Ces attaques racistes choquent Flutura Brakaj, chargée de projet à l'Office régional de coopération pour la jeunesse des Balkans occidentaux: "En tant que jeune Albanaise, ces slogans m'atteignent vraiment dans mes aspirations européennes et mon travail. Si ces accusations sont basées sur des statistiques, je peux les entendre, mais si c'est seulement de la propagande, je ne leur accorde aucun crédit", tranche-t-elle, pointant le fait que tous les pays qui ont intégré l'UE il y a des années "n'étaient pas parfaits" non plus. "Mais grâce à des personnes et des choix dans la politique, les écoles, les médias ou la jeunesse, ils ont réussi à s'améliorer", plaide-t-elle.

Positionnement à l'opposé de Moscou

Le président français Emmanuel Macron avec le Premier ministre albanais Edi Rama à Tirana le 17 octobre 2023. [Keystone/AP - Franc Zhurda]
Le président français Emmanuel Macron avec le Premier ministre albanais Edi Rama à Tirana le 17 octobre 2023. [Keystone/AP - Franc Zhurda]

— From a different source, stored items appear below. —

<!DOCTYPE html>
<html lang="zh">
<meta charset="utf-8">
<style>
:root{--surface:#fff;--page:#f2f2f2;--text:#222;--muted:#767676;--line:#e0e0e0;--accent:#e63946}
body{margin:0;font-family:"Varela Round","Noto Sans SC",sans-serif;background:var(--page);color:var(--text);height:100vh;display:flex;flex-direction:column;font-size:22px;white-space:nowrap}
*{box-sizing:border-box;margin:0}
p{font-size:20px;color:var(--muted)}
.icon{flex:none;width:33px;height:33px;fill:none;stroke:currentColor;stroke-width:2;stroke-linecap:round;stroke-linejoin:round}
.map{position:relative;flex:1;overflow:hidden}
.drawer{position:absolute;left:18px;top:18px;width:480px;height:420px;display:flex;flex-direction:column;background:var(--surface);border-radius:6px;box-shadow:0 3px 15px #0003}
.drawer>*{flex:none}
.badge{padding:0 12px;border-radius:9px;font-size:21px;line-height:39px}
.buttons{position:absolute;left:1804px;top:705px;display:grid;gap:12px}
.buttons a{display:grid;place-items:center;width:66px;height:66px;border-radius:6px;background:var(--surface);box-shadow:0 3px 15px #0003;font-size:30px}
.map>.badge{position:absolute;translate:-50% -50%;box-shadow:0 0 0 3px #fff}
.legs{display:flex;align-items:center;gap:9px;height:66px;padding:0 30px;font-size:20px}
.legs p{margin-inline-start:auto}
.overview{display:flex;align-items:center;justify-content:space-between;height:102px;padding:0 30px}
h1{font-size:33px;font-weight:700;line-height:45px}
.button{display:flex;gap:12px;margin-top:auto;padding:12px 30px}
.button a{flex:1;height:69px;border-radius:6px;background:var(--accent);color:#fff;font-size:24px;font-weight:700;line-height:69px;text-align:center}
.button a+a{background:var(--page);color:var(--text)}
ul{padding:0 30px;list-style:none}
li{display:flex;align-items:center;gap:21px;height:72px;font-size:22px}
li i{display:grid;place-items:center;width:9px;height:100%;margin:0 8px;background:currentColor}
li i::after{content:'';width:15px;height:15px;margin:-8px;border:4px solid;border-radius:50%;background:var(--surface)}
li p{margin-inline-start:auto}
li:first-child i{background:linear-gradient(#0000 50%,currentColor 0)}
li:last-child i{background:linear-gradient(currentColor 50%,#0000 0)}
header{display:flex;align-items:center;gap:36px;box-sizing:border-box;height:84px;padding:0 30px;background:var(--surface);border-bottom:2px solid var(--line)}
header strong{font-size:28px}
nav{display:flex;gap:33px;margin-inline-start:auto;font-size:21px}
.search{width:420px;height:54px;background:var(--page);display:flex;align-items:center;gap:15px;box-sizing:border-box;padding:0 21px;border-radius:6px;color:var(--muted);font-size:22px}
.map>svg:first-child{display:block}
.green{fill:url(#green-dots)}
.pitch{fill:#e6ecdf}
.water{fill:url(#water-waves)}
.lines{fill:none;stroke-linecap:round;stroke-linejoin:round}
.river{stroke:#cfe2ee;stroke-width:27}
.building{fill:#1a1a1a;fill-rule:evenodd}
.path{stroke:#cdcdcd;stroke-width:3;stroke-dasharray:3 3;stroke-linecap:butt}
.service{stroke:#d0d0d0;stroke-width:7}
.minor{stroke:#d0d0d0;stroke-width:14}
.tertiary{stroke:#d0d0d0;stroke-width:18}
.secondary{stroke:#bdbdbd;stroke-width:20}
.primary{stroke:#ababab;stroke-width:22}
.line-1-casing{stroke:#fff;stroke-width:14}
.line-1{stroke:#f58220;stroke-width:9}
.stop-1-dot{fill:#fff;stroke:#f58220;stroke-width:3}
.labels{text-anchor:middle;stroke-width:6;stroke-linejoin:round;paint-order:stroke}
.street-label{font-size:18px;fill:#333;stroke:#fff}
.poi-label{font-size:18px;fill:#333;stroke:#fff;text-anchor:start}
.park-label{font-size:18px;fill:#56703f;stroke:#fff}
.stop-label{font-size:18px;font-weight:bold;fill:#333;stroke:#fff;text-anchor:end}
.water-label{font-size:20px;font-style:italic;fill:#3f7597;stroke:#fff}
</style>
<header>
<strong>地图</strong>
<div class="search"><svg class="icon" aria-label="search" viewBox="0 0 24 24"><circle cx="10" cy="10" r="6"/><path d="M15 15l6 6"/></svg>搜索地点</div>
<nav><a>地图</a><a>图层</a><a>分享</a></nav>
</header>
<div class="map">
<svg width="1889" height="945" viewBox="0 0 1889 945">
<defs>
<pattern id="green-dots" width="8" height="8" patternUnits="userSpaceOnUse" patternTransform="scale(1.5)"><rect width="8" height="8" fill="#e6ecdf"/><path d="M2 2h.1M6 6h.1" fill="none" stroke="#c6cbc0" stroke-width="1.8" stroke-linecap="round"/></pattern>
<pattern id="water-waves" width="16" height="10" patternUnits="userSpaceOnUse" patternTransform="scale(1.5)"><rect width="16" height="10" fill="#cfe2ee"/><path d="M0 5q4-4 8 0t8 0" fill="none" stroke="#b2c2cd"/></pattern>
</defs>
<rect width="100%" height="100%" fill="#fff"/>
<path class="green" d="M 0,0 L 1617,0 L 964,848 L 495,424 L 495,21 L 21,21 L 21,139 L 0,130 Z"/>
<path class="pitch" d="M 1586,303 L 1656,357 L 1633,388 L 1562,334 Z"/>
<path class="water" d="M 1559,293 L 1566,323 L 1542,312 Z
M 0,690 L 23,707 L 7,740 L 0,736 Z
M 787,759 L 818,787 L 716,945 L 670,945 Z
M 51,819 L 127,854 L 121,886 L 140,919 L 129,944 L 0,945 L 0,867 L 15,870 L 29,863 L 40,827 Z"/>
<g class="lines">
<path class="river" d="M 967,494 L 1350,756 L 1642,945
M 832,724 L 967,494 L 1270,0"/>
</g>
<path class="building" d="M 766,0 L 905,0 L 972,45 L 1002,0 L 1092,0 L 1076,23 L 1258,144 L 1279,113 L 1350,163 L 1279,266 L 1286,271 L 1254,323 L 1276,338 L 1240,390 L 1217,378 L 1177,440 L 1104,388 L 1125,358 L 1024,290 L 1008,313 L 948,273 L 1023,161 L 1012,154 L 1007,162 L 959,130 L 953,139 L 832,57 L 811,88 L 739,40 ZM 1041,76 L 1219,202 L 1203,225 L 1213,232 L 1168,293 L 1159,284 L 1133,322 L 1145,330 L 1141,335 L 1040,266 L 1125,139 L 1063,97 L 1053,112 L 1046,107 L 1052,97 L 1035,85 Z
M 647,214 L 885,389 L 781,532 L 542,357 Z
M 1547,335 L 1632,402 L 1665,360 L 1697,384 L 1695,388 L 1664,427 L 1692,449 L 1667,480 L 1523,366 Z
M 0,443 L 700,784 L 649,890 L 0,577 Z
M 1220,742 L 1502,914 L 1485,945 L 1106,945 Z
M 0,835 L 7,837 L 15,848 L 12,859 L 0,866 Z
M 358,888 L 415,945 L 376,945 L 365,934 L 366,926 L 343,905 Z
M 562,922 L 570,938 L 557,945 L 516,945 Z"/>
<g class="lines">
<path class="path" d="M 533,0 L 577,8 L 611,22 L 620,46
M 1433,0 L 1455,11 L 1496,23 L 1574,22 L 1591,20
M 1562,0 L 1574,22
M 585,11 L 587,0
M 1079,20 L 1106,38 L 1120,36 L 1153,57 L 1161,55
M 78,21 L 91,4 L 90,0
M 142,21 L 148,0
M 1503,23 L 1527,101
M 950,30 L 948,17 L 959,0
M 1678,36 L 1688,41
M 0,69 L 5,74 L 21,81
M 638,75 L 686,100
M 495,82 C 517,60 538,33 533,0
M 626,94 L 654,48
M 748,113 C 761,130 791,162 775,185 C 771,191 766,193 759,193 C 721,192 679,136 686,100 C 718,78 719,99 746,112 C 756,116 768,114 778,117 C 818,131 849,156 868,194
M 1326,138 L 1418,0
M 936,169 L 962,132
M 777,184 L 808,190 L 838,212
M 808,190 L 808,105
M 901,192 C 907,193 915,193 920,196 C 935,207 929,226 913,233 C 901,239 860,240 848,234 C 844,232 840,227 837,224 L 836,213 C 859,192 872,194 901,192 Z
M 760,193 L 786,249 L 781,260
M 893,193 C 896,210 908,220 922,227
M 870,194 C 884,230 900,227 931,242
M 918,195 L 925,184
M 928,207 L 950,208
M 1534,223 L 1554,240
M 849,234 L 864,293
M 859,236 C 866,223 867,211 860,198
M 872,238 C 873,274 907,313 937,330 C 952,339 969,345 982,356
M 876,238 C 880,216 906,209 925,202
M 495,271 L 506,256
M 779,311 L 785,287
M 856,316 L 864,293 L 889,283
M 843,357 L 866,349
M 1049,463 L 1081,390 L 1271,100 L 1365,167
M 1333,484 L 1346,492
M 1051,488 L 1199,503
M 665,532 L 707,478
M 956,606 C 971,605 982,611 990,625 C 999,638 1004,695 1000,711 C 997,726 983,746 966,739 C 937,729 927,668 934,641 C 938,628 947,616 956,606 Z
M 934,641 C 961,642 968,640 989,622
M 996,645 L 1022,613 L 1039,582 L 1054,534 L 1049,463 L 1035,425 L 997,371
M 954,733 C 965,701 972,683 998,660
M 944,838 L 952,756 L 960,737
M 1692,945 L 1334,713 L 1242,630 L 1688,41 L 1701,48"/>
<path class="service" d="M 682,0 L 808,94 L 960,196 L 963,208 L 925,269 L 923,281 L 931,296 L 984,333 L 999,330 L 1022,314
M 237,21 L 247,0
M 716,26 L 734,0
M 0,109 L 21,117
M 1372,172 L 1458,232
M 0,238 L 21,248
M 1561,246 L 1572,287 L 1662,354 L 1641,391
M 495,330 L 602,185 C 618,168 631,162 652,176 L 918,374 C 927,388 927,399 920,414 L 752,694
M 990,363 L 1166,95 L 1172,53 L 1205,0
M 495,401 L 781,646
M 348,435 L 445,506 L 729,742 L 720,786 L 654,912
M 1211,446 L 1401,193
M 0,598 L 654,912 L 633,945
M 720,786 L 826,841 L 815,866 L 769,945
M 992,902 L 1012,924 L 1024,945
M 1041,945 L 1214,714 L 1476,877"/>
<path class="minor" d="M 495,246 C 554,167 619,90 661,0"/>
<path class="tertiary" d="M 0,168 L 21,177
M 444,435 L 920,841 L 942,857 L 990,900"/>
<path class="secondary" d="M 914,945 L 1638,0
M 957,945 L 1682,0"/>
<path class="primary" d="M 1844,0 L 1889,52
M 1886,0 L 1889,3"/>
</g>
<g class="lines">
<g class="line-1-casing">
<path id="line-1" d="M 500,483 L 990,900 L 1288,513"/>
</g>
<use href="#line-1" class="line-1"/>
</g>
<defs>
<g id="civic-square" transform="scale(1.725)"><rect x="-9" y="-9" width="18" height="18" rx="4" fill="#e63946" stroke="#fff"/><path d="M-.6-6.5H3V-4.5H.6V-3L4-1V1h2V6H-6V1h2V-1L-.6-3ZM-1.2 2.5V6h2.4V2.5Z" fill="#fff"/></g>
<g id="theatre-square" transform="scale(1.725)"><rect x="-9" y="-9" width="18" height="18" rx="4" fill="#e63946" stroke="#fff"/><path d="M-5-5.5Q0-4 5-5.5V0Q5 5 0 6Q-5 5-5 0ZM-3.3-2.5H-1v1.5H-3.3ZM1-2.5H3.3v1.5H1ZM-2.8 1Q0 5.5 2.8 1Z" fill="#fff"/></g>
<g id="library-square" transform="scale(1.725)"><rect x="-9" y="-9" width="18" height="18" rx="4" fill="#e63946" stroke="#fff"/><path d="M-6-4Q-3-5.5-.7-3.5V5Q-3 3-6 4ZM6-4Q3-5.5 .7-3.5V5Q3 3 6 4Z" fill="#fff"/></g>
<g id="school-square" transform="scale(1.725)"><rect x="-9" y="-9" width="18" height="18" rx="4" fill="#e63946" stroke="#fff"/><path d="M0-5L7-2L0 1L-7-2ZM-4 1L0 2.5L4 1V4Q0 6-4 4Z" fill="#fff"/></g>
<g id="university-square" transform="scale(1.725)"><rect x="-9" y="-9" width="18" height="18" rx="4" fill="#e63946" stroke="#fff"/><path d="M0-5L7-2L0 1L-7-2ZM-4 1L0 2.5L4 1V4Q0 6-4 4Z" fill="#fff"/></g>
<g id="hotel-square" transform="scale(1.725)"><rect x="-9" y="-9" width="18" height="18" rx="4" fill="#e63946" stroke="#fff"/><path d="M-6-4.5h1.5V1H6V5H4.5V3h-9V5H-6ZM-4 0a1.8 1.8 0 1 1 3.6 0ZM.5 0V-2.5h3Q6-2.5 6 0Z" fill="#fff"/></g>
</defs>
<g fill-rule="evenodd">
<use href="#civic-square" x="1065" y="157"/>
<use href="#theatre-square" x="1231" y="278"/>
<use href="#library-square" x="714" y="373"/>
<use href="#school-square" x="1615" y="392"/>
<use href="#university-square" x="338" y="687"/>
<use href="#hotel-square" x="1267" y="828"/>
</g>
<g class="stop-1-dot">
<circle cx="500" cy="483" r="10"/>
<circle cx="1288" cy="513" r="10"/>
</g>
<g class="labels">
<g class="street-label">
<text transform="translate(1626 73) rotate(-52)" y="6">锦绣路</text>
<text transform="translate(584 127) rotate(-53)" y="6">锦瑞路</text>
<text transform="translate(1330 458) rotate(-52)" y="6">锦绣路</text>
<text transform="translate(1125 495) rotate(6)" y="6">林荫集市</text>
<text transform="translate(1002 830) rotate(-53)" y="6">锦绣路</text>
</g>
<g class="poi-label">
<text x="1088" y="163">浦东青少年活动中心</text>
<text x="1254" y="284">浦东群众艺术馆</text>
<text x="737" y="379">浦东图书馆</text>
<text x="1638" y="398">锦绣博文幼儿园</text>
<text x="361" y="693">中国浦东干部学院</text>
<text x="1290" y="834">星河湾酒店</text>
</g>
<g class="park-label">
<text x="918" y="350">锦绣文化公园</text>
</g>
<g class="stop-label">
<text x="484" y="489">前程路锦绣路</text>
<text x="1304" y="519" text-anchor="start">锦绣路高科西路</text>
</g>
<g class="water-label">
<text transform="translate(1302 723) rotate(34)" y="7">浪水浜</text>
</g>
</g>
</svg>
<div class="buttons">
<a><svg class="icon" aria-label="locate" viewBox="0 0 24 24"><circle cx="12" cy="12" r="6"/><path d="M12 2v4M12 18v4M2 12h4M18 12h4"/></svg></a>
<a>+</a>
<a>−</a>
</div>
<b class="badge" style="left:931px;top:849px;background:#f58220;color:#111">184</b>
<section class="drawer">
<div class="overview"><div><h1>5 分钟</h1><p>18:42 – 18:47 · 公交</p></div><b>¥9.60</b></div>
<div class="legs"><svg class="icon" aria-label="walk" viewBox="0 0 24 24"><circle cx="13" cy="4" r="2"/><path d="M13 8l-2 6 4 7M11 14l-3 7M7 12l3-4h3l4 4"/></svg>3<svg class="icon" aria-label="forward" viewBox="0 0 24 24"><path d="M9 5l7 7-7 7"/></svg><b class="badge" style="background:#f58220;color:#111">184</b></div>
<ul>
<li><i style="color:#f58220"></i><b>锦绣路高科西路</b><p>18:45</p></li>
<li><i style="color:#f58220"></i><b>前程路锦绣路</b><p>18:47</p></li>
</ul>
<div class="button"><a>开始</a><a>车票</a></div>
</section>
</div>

Ces derniers mois, plusieurs sommets européens ont eu lieu à Tirana. Emmanuel Macron, de son côté, a récemment effectué la première visite d'un président français en Albanie. Un succès pour le Premier ministre albanais Edi Rama, au pouvoir depuis dix ans. Il est pourtant régulièrement accusé de dérive autoritaire et de liens avec le crime organisé. Selon l'analyste Neritan Sejamini, toutefois, ses choix géopolitiques l'emportent sur sa politique intérieure.

"Face à la Serbie, qui a des liens historiques et traditionnels avec la Russie et qui ne cache pas ses sympathies envers Moscou, il est évident que l'Albanie, qui se positionne à l'opposé en soutenant totalement les Occidentaux, est appréciée par ses partenaires et présentée comme un exemple positif de la façon dont les Balkans doivent se positionner d'un point de vue géostratégique. C'est pour ça qu'il y a ces rencontres et ces visites organisées à Tirana, ainsi que ces commentaires positifs sur l'Albanie", décrypte-t-il. "Mais c'est beaucoup et peu à la fois, car si l'on parle de vrais progrès - économiques, judiciaires, législatifs, ou d'intégration européenne -  il n'y a pas eu de grands pas en avant".

>> Lire : Un sommet UE-Balkans à Tirana pour resserrer les liens face à Moscou

Alors que l'adhésion de leur pays tarde à venir, un grand nombre d'Albanais ont décidé de s'intégrer eux-mêmes à l'Union européenne. Entre 2008 et 2020, ils ont ainsi été plus de 700'000 à obtenir un titre de séjour dans un pays membre. Le phénomène s'est encore accentué après la pandémie de Covid-19, aggravant un peu plus la crise démographique que connaît le pays, avec une population qui décroît depuis les années 90.